Remediation focuses on ensuring that for every request, the subject derived from the Bearer Token is explicitly compared against the object identifier before any data access. Avoid relying on token validation alone; couple authentication with per-request authorization checks.

1) Enforce subject-to-identifier equality in route handlers:

from flask import Flask, request, jsonify
import jwt

app = Flask(__name__)
SECRET = 'your-secret'

def get_current_user(token):
    payload = jwt.decode(token, SECRET, algorithms=['HS256'])
    return payload['sub']

def query_user_by_id(uid):
    # placeholder: return dict or None
    return {'id': uid, 'name': 'alice'}

@app.route('/users/<user_id>', methods=['GET'])
def get_user(user_id):
    auth = request.headers.get('Authorization')
    if not auth or not auth.startswith('Bearer '):
        return jsonify({'error': 'Unauthorized'}), 401
    token = auth.split(' ')[1]
    subject = get_current_user(token)
    # Authorization: ensure subject owns the user_id
    if subject != user_id:
        return jsonify({'error': 'Forbidden'}), 403
    user = query_user_by_id(user_id)
    if user is None:
        return jsonify({'error': 'Not found'}), 404
    return jsonify(user)

This pattern decodes the Bearer Token, extracts the subject, and explicitly compares it to the user_id from the URL. If they do not match, a 403 is returned, preventing horizontal BOLA.

2) For relationships that involve indirect references (e.g., foreign keys), scope queries by subject rather than trusting the client-supplied identifier:

@app.route('/users/<user_id>/posts/<post_id>', methods=['GET'])
def get_post(user_id, post_id):
    auth = request.headers.get('Authorization')
    if not auth or not auth.startswith('Bearer '):
        return jsonify({'error': 'Unauthorized'}), 401
    token = auth.split(' ')[1]
    subject = get_current_user(token)
    if subject != user_id:
        return jsonify({'error': 'Forbidden'}), 403
    # Fetch post ensuring it belongs to the user identified by user_id
    post = query_post_by_user_and_post_id(subject, post_id)
    if post is None:
        return jsonify({'error': 'Not found'}), 404
    return jsonify(post)

def query_post_by_user_and_post_id(user_id, post_id):
    # placeholder: perform a scoped lookup in the database
    return {'id': post_id, 'user_id': user_id, 'text': 'Hello'}

Here the subject is used both for authorization and to scope the database query, ensuring that even if post_id is predictable, only posts belonging to the subject are accessible.

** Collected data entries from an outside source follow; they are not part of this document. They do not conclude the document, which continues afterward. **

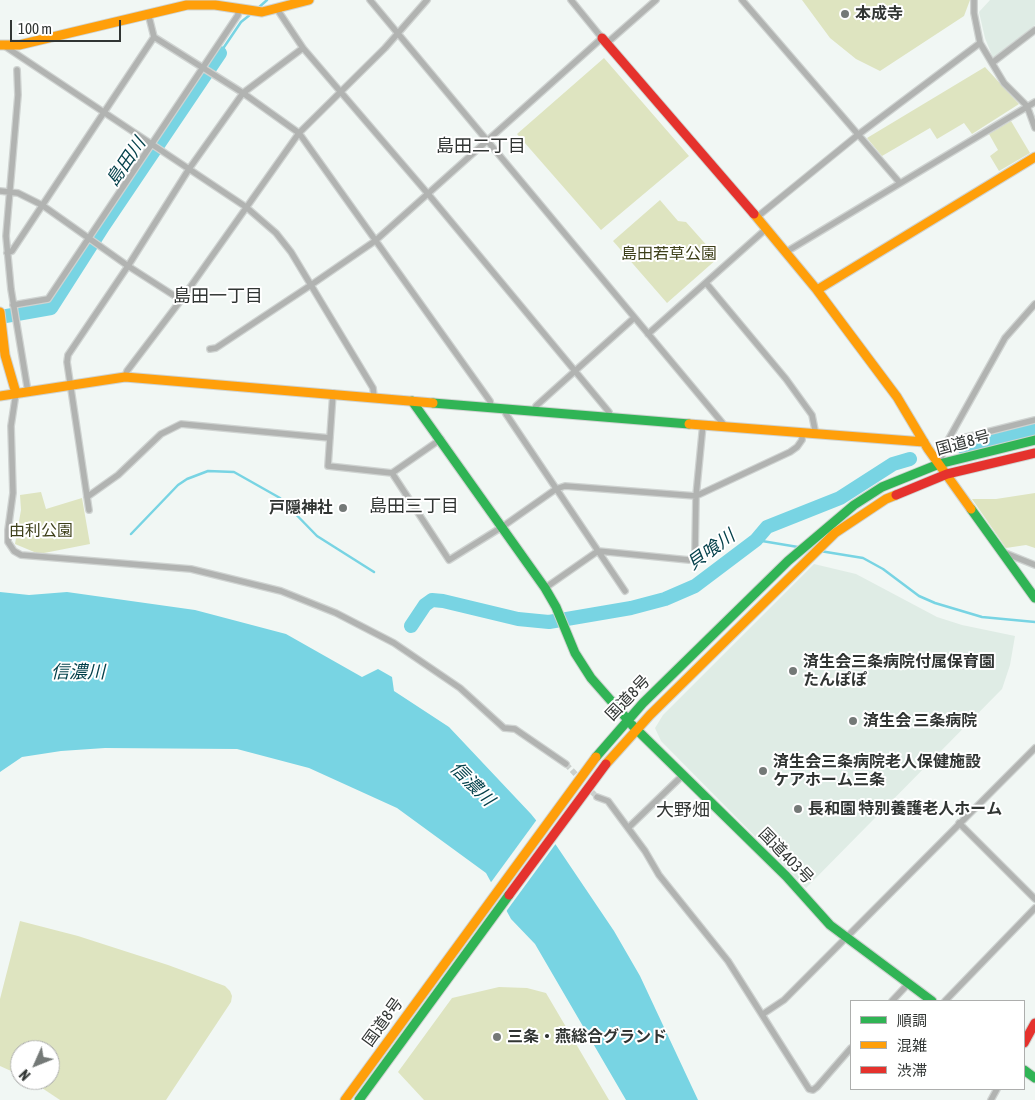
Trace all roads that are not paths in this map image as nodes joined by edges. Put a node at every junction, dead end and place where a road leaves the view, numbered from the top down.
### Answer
1 (309, 0) edge
2 (370, 0) edge
3 (427, 0) edge
4 (571, 0) edge
5 (656, 0) edge
6 (742, 0) edge
7 (974, 0) edge
8 (186, 2) edge
9 (218, 3) edge
10 (277, 8) junction
11 (238, 9) junction
12 (148, 13) junction
13 (1035, 30) edge
14 (398, 33) junction
15 (154, 37) junction
16 (605, 41) junction
17 (980, 43) junction
18 (1, 45) edge
19 (303, 48) junction
20 (992, 63) junction
21 (203, 69) junction
22 (17, 70) dead end
23 (342, 92) junction
24 (243, 93) junction
25 (1035, 102) edge
26 (1027, 106) junction
27 (104, 113) junction
28 (1035, 128) edge
29 (299, 133) junction
30 (858, 134) junction
31 (487, 141) junction
32 (153, 145) junction
33 (1035, 157) edge
34 (189, 169) junction
35 (900, 183) junction
36 (0, 191) edge
37 (9, 191) junction
38 (429, 195) junction
39 (42, 205) junction
40 (246, 207) junction
41 (757, 217) junction
42 (766, 228) junction
43 (90, 238) junction
44 (375, 241) junction
45 (786, 252) junction
46 (7, 253) junction
47 (128, 266) junction
48 (706, 283) junction
49 (311, 286) junction
50 (816, 290) junction
51 (180, 300) junction
52 (1035, 304) edge
53 (13, 305) junction
54 (0, 312) edge
55 (634, 318) junction
56 (648, 334) junction
57 (210, 349) dead end
58 (575, 371) junction
59 (125, 377) junction
60 (71, 385) junction
61 (28, 392) junction
62 (334, 393) junction
63 (16, 394) junction
64 (1, 396) edge
65 (374, 397) junction
66 (412, 401) junction
67 (491, 407) junction
68 (504, 408) junction
69 (534, 411) junction
70 (610, 416) junction
71 (1035, 420) edge
72 (703, 424) junction
73 (725, 426) junction
74 (802, 433) junction
75 (816, 435) junction
76 (330, 438) junction
77 (441, 439) junction
78 (1035, 440) edge
79 (924, 442) junction
80 (947, 442) junction
81 (1035, 453) edge
82 (939, 464) junction
83 (392, 473) junction
84 (947, 474) junction
85 (556, 489) junction
86 (696, 496) junction
87 (87, 497) junction
88 (89, 510) dead end
89 (502, 527) junction
90 (598, 551) junction
91 (1002, 552) junction
92 (1035, 566) edge
93 (545, 588) junction
94 (624, 591) dead end
95 (1035, 598) edge
96 (628, 720) junction
97 (637, 729) junction
98 (1035, 748) edge
99 (566, 764) tunnel mouth
100 (683, 775) junction
101 (597, 797) tunnel mouth
102 (958, 823) junction
103 (628, 828) junction
104 (1035, 898) edge
105 (1035, 908) edge
106 (844, 937) junction
107 (908, 984) junction
108 (893, 1000) edge
109 (931, 1000) edge
110 (946, 1000) edge
111 (763, 1014) junction
112 (1035, 1023) edge
113 (1025, 1041) edge
114 (850, 1049) edge
115 (345, 1100) edge
116 (359, 1100) edge

1 - 10 main road
2 - 14 street
3 - 14 street
4 - 16 street
5 - 16 street
6 - 30 street
7 - 17 street
8 - 9 main road
8 - 12 main road
9 - 11 main road
10 - 11 main road
10 - 19 street
11 - 21 street
12 - 15 street
12 - 18 main road
13 - 20 street
14 - 23 street
14 - 31 street
15 - 21 street
15 - 27 street
16 - 31 street
16 - 41 main road
17 - 20 street
17 - 30 street
18 - 27 street
19 - 23 street
19 - 24 street
20 - 26 street
21 - 24 street
21 - 32 street
22 - 37 street
23 - 29 street
23 - 38 street
24 - 29 street
24 - 34 street
25 - 26 street
26 - 28 street
26 - 35 street
27 - 32 street
27 - 39 street
29 - 40 street
29 - 44 street
30 - 35 street
30 - 41 street
31 - 38 street
31 - 55 street
32 - 34 street
32 - 43 street
33 - 50 main road
34 - 40 street
34 - 47 street
35 - 45 street
36 - 37 street
37 - 39 street
37 - 46 street
38 - 44 street
38 - 58 street
39 - 43 street
39 - 46 street
40 - 49 street
40 - 51 street
41 - 42 main road
42 - 45 main road
42 - 48 street
43 - 47 street
43 - 53 street
44 - 49 street
44 - 67 street
45 - 50 main road
46 - 53 street
47 - 51 street
47 - 60 street
48 - 56 street
48 - 75 street
49 - 57 street
49 - 65 street
50 - 79 main road
51 - 59 street
52 - 80 street
53 - 61 street
54 - 63 main road
55 - 56 street
55 - 58 street
56 - 73 street
58 - 69 street
58 - 70 street
59 - 60 main road
59 - 62 main road
60 - 61 main road
60 - 87 street
61 - 63 main road
62 - 65 main road
62 - 76 street
63 - 64 main road
63 - 99 street
65 - 66 main road
66 - 67 main road
66 - 77 main road, 国道403号
67 - 68 main road
68 - 69 main road
68 - 85 street
69 - 70 main road
70 - 72 main road
71 - 80 street
72 - 73 main road
72 - 86 street
73 - 74 main road
74 - 75 main road
74 - 86 street
75 - 79 main road
76 - 83 street
76 - 87 street
77 - 83 street
77 - 89 main road, 国道403号
78 - 82 main road, 国道8号
79 - 82 main road
80 - 82 street
81 - 84 main road, 国道8号
82 - 84 main road
82 - 96 main road, 国道8号
83 - 89 street
84 - 91 main road
84 - 97 main road, 国道8号
85 - 86 street
85 - 89 street
85 - 90 street
86 - 90 street
87 - 88 street
89 - 93 main road, 国道403号
90 - 93 street
90 - 94 street
91 - 92 street
91 - 95 main road
93 - 96 main road, 国道403号
96 - 97 main road, 国道403号
96 - 115 main road, 国道8号
97 - 100 main road, 国道403号
97 - 116 main road, 国道8号
98 - 102 street
100 - 103 street
100 - 106 main road, 国道403号
101 - 103 street
102 - 104 street
102 - 106 street
103 - 111 street
105 - 110 street
106 - 107 main road, 国道403号
106 - 111 street
107 - 108 street
107 - 109 main road, 国道403号
111 - 114 street
112 - 113 main road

3) When using roles or scopes encoded in the Bearer Token, still validate ownership explicitly for user-specific resources:

@app.route('/users/<user_id>', methods=['PUT'])
def update_user(user_id):
    auth = request.headers.get('Authorization')
    if not auth or not auth.startswith('Bearer '):
        return jsonify({'error': 'Unauthorized'}), 401
    token = auth.split(' ')[1]
    subject = get_current_user(token)
    if subject != user_id:
        return jsonify({'error': 'Forbidden'}), 403
    data = request.get_json()
    # perform update scoped to subject
    success = update_user_by_id(subject, data)
    if not success:
        return jsonify({'error': 'Update failed'}), 400
    return jsonify({'ok': True})

These examples demonstrate that Bearer Tokens in Flask must be paired with explicit, per-request checks that the authenticated subject is allowed to operate on the referenced object. Defense in depth includes using short-lived tokens, validating token signatures, enforcing HTTPS, and avoiding predictable identifiers.